= What to produce =
Report every line of the records below that contains the word "street".
☆ ☆ ☆ ☆ ☆
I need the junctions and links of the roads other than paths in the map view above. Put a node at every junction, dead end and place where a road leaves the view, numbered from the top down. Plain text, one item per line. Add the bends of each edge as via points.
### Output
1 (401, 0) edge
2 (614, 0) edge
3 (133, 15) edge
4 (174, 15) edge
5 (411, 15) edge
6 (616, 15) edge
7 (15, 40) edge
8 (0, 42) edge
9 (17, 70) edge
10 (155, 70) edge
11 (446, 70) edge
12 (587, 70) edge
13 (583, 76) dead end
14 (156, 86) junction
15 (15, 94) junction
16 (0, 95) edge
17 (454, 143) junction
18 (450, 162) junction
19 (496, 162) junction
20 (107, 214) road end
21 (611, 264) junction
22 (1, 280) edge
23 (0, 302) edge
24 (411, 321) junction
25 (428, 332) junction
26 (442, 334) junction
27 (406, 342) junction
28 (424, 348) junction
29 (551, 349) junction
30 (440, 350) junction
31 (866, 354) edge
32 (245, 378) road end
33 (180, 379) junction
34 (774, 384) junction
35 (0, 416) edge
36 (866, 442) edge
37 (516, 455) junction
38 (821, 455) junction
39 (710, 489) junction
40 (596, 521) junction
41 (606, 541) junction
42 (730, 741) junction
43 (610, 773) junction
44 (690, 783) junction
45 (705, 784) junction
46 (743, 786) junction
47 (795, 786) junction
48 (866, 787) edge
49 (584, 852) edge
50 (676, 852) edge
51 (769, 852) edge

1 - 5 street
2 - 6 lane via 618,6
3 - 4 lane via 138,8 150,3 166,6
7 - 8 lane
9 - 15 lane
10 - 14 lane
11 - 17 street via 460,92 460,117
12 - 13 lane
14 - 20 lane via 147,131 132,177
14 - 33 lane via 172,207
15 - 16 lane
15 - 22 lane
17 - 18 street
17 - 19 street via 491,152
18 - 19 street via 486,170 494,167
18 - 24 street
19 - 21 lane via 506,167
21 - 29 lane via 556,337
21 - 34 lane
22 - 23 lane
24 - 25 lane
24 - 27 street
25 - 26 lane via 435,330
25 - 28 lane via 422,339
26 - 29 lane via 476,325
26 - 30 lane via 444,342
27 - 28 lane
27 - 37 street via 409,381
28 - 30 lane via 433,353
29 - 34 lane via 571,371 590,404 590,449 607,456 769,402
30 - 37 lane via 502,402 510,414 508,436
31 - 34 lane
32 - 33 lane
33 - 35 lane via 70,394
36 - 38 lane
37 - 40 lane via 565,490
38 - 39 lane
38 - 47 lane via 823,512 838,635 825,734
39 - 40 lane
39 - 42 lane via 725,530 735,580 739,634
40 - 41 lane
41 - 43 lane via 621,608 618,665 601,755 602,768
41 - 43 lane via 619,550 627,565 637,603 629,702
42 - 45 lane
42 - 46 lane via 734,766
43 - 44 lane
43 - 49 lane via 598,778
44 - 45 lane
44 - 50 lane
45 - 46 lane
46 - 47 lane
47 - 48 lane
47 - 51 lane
☆ ☆ ☆ ☆ ☆
= Worked solution =
1 - 5 street
11 - 17 street via 460,92 460,117
17 - 18 street
17 - 19 street via 491,152
18 - 19 street via 486,170 494,167
18 - 24 street
24 - 27 street
27 - 37 street via 409,381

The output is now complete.